‘I hope your information is sound,’ Wace said. ‘For your sake, not ours.’
I hoped so too. Only now, as we were about to embark upon this strategy, did I realise what a fragile thing it was, and how much we were relying on matters beyond our control: on the trustworthiness of the information given us; on the water-carriers coming to the spring at the right time; on Haakon doing exactly what we expected of him.
‘Remember,’ I said, ‘don’t commit yourselves to battle unless it’s clear that the numbers are in your favour. I don’t want any more Norman blood spilt than is necessary. Enough good men have wasted their lives because of me in the past couple of years.’
‘So tell us again,’ said a confused-looking Eudo. ‘If we’re not going to fight Haakon’s forces, then what? Are we simply to lie in wait off the shore?’

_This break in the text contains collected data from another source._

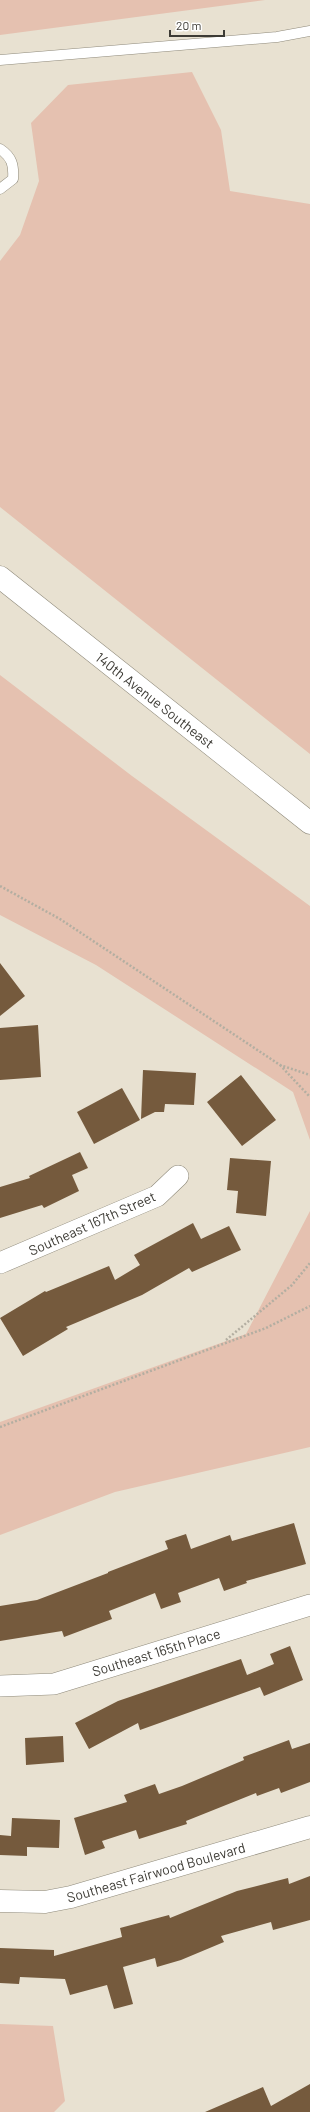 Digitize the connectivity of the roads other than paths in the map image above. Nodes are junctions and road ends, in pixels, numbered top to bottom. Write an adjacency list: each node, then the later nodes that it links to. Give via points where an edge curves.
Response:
1 (310, 31): 2 (lane, via 277,37)
2 (0, 60)
3 (0, 149): 4 (lane, via 10,157 14,168)
4 (12, 179): 5 (lane); 6 (lane)
5 (0, 189)
6 (0, 196)
7 (0, 577): 8 (main road, 140th Avenue Southeast)
8 (310, 824)
9 (178, 1176): 10 (street, Southeast 167th Street, via 157,1196)
10 (0, 1263)
11 (310, 1605): 12 (street, Southeast 165th Place, via 54,1684)
12 (0, 1686)
13 (310, 1827): 14 (main road, Southeast Fairwood Boulevard, via 72,1897 45,1902)
14 (0, 1901) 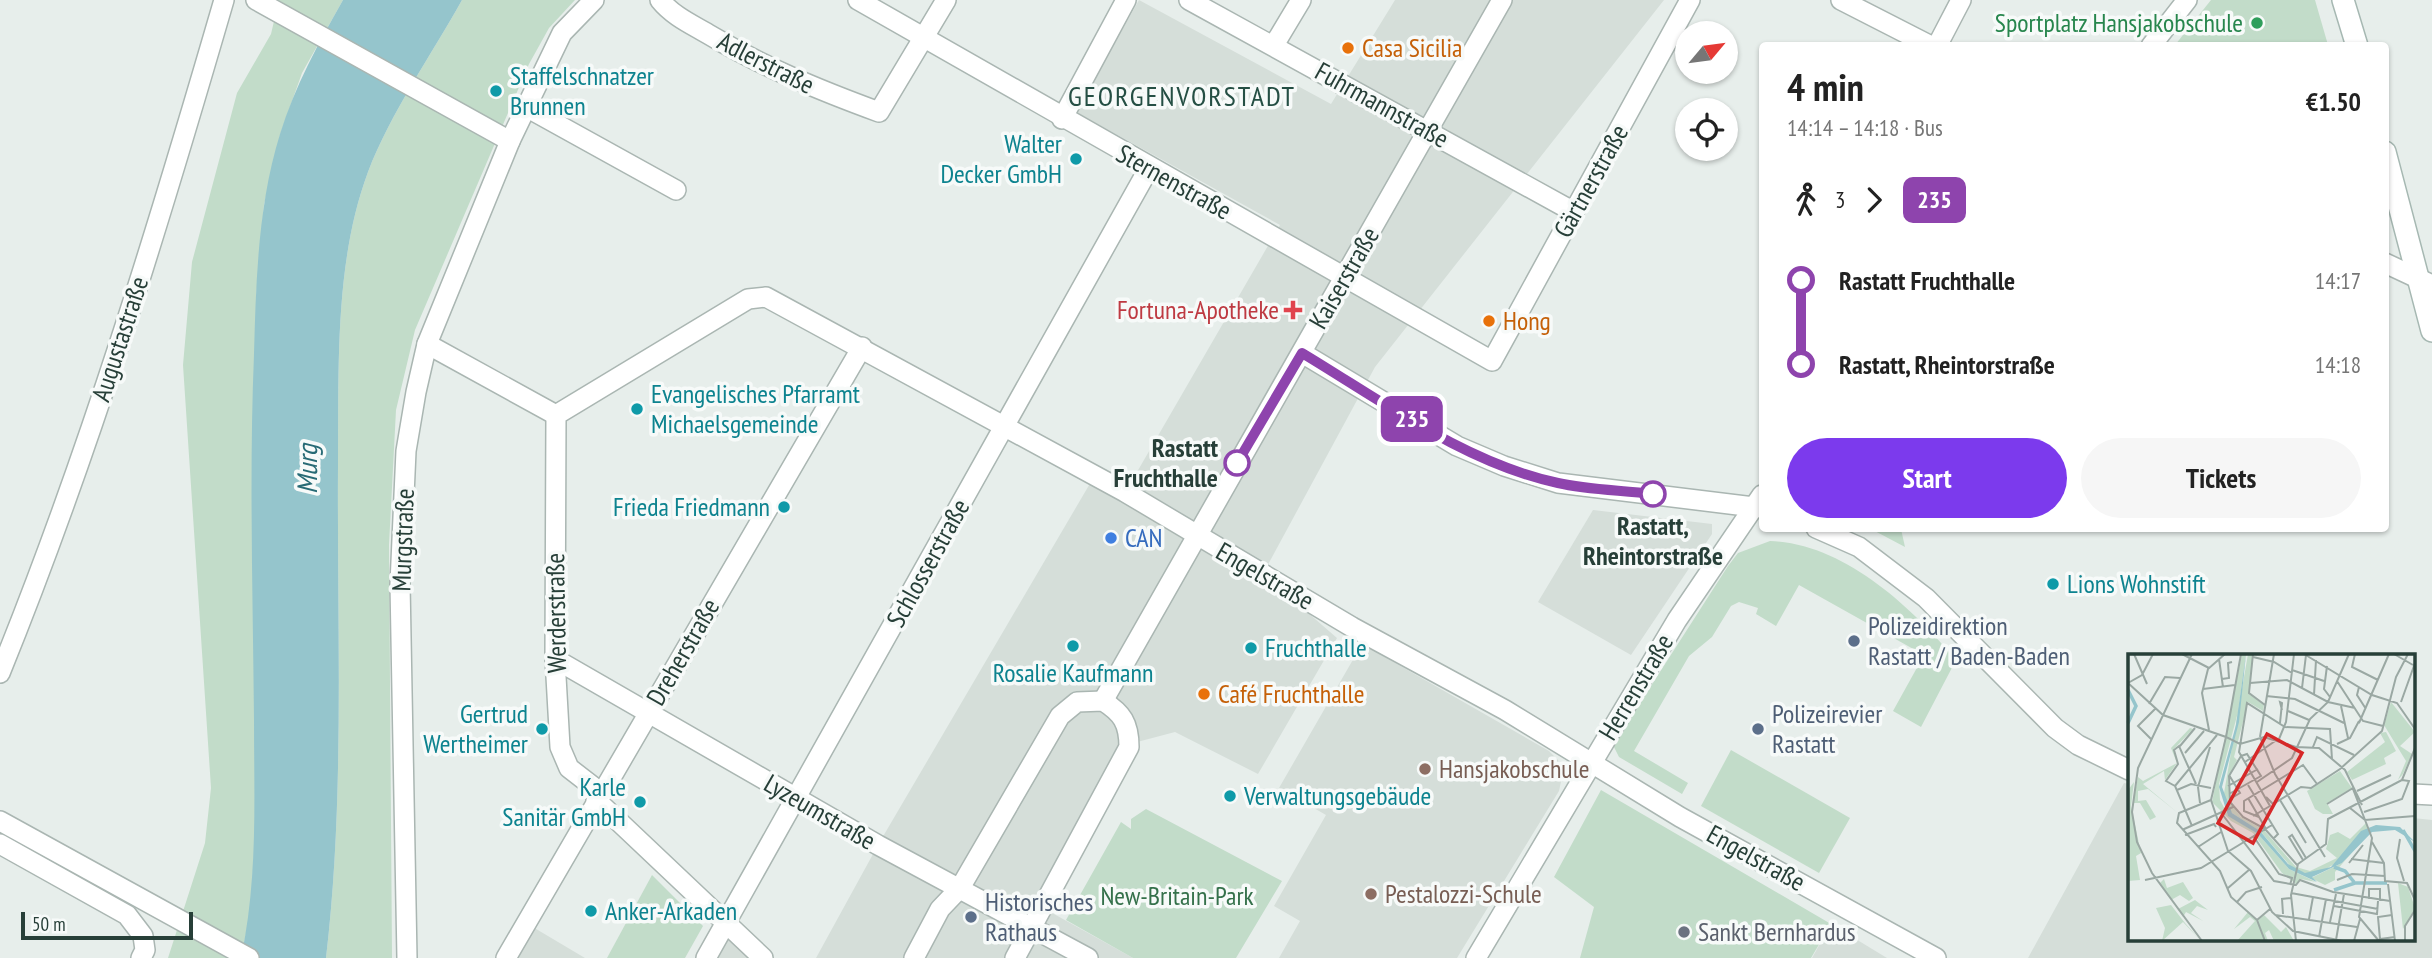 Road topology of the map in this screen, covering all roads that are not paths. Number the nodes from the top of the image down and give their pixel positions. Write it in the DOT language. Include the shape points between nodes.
graph roads {
  1 [pos="224,0"];
  2 [pos="594,0"];
  3 [pos="660,0"];
  4 [pos="858,0"];
  5 [pos="946,0"];
  6 [pos="1126,0"];
  7 [pos="1189,0"];
  8 [pos="1301,0"];
  9 [pos="1502,0"];
  10 [pos="1690,0"];
  11 [pos="1841,0"];
  12 [pos="1961,0"];
  13 [pos="2187,0"];
  14 [pos="2343,0"];
  15 [pos="262,3"];
  16 [pos="922,38"];
  17 [pos="1923,42"];
  18 [pos="1939,42"];
  19 [pos="2154,42"];
  20 [pos="2356,42"];
  21 [pos="1274,45"];
  22 [pos="526,107"];
  23 [pos="1062,118"];
  24 [pos="1429,131"];
  25 [pos="510,141"];
  26 [pos="2389,164"];
  27 [pos="1149,169"];
  28 [pos="676,190"];
  29 [pos="1574,212"];
  30 [pos="2389,265"];
  31 [pos="1345,276"];
  32 [pos="2428,286"];
  33 [pos="2432,331"];
  34 [pos="427,344"];
  35 [pos="862,347"];
  36 [pos="1302,353"];
  37 [pos="1492,361"];
  38 [pos="555,415"];
  39 [pos="1005,425"];
  40 [pos="1759,503"];
  41 [pos="1825,532"];
  42 [pos="1195,535"];
  43 [pos="555,659"];
  44 [pos="0,673"];
  45 [pos="1103,701"];
  46 [pos="648,711"];
  47 [pos="1591,761"];
  48 [pos="2128,770"];
  49 [pos="2414,794"];
  50 [pos="2432,795"];
  51 [pos="598,796"];
  52 [pos="796,799"];
  53 [pos="0,821"];
  54 [pos="0,844"];
  55 [pos="960,888"];
  56 [pos="726,923"];
  57 [pos="1033,928"];
  58 [pos="143,954"];
  59 [pos="248,958"];
  60 [pos="407,958"];
  61 [pos="506,958"];
  62 [pos="706,958"];
  63 [pos="763,958"];
  64 [pos="914,958"];
  65 [pos="1016,958"];
  66 [pos="1088,958"];
  67 [pos="1476,958"];
  68 [pos="1936,958"];
  1 -- 44 [label="street, Augustastraße" via="161,217 100,401"];
  2 -- 22 [label="street, Murgstraße" via="562,33"];
  3 -- 16 [label="street, Adlerstraße" via="669,11 734,50 807,86 879,112"];
  4 -- 16 [label="street, Sternenstraße"];
  5 -- 16 [label="street"];
  6 -- 23 [label="street"];
  7 -- 21 [label="street, Fuhrmannstraße"];
  8 -- 21 [label="street"];
  9 -- 24 [label="street, Kaiserstraße"];
  10 -- 29 [label="street, Gärtnerstraße"];
  11 -- 17 [label="street"];
  12 -- 18 [label="street"];
  13 -- 19 [label="street"];
  14 -- 20 [label="street"];
  15 -- 25 [label="street"];
  16 -- 23 [label="street, Sternenstraße"];
  21 -- 24 [label="street, Fuhrmannstraße"];
  22 -- 25 [label="street, Murgstraße"];
  22 -- 28 [label="street"];
  23 -- 27 [label="street, Sternenstraße"];
  24 -- 29 [label="street, Fuhrmannstraße"];
  24 -- 31 [label="street, Kaiserstraße"];
  25 -- 34 [label="street, Murgstraße"];
  26 -- 32 [label="street"];
  27 -- 31 [label="street, Sternenstraße"];
  27 -- 39 [label="street, Schlosserstraße"];
  29 -- 37 [label="street, Gärtnerstraße"];
  30 -- 32 [label="street"];
  31 -- 36 [label="street, Kaiserstraße"];
  31 -- 37 [label="street, Sternenstraße"];
  32 -- 33 [label="street"];
  34 -- 38 [label="street"];
  34 -- 60 [label="street, Murgstraße" via="406,451 400,583"];
  35 -- 38 [label="street, Engelstraße" via="774,300 748,299"];
  35 -- 39 [label="street, Engelstraße"];
  35 -- 46 [label="street, Dreherstraße"];
  36 -- 40 [label="street" via="1457,446 1504,466 1558,483"];
  36 -- 42 [label="street, Kaiserstraße"];
  38 -- 43 [label="street, Werderstraße"];
  39 -- 42 [label="street, Engelstraße"];
  39 -- 52 [label="street, Schlosserstraße"];
  40 -- 47 [label="street, Herrenstraße" via="1677,620"];
  41 -- 48 [label="street" via="1859,547 1926,598 2055,728"];
  42 -- 45 [label="street, Kaiserstraße"];
  42 -- 47 [label="street, Engelstraße"];
  43 -- 46 [label="street, Lyzeumstraße"];
  43 -- 51 [label="street, Werderstraße" via="563,759"];
  45 -- 55 [label="street" via="1077,702 1060,716"];
  45 -- 57 [label="street" via="1124,718 1129,747"];
  46 -- 51 [label="street, Dreherstraße"];
  46 -- 52 [label="street, Lyzeumstraße"];
  47 -- 67 [label="street, Herrenstraße"];
  47 -- 68 [label="street, Engelstraße" via="1681,817"];
  49 -- 50 [label="street"];
  51 -- 56 [label="street, Werderstraße"];
  51 -- 61 [label="street, Dreherstraße"];
  52 -- 55 [label="street, Lyzeumstraße"];
  52 -- 56 [label="street, Schlosserstraße"];
  53 -- 59 [label="street"];
  54 -- 58 [label="street" via="121,910 137,926"];
  55 -- 57 [label="street, Lyzeumstraße"];
  55 -- 64 [label="street" via="940,909"];
  56 -- 62 [label="street, Schlosserstraße"];
  56 -- 63 [label="street, Werderstraße"];
  57 -- 65 [label="street"];
  57 -- 66 [label="street, Lyzeumstraße"];
}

‘That’s right,’ I said. ‘Wait until you see the flames licking above Jarnborg’s palisade. In the confusion that follows, with any luck our enemy will be distracted. That’s the moment when you strike.’
‘Luck is the right word,’ Wace said bitterly. ‘We’ll need some, if this plan of yours is to bear any fruit.’
Was that not true, though, of every struggle that had ever been fought? No strategy could account for every possible course of events, nor make order out of the turmoil of the mêlée, nor allow for the courage of the few or the timid hearts of the many. So much in battle was a question of luck, and every warrior needed good fortune, no matter whether he was a fresh-faced youth standing in the shield-wall for the first time, or a knight who had spent more than half his life travelling the sword-path. The poets who write the songs that pass into legend would have it differently, of course, but every man who lives his life by the sword knows it well.
Yet I still believed that the best warriors were those who made the most of their luck, who grasped in both hands the opportunities given them, who saw their enemies’ weaknesses and how they might be turned to their advantage. That was why I refused to believe that our cause was as desperate as it might seem.
‘What about the Englishman?’ Eudo asked, nodding his head towards Magnus, who was embracing his huscarls down by the water’s edge. Wyvern and Nihtegesa were already afloat, bobbing in the swell as they lay at anchor. The sea-mist had cleared to reveal skies heavy with the promise of rain to come, and I only hoped that another storm was not on its way. ‘Do you really trust him?’
‘Only about as far as I could throw him,’ I answered. ‘But he wants the same thing as we do. Until we achieve it, there’s no reason why we can’t depend on him.’
Wace didn’t look convinced. ‘What did Haakon mean yesterday when he called Magnus the son of Harold?’
‘Did he say that?’ I said, doing my best to feign surprise, although the looks they gave me suggested I hadn’t succeeded.
‘Don’t play games with us,’ Wace said in a warning tone. ‘You know something. He didn’t mean the Harold, surely?’
I met his stare, but realised it was pointless to try to keep the truth from them any longer.
‘Is he, or is he not, the son of the usurper?’ Wace asked.
‘So he claims.’
‘You knew?’ asked Eudo, while Wace simply turned away, cursing under his breath. ‘Why didn’t you tell us?’
‘Why do you think? If you’d found out he was Harold’s son, would you have come this far, or would you have taken Wyvern back to England?’
He didn’t answer, but they knew as well as I did what they would have done.
‘I don’t believe this,’ Wace said. ‘It’s one thing to be fighting shoulder to shoulder with Englishmen, but I never thought I’d find myself sharing bread and ale with the usurper’s own blood.’
‘Quiet,’ I hissed, aware that Magnus and his huscarls were not far off. ‘Don’t forget that we outnumber them by three swords to every two of theirs. If anyone has any reason to be worried about being murdered in his sleep, it’s him, but he obviously trusts us, or else he wouldn’t be here, would he?’
‘He has the oath-breaker’s blood running in his veins,’ Eudo said. ‘What’s to say he won’t turn on us, just as his father turned on King Guillaume?’
‘He hasn’t yet.’ It was a poor answer, and one that even I was not convinced by, but it was the only one that came to mind. ‘If he’d wanted to kill us, he’d have found a way to do so before now.’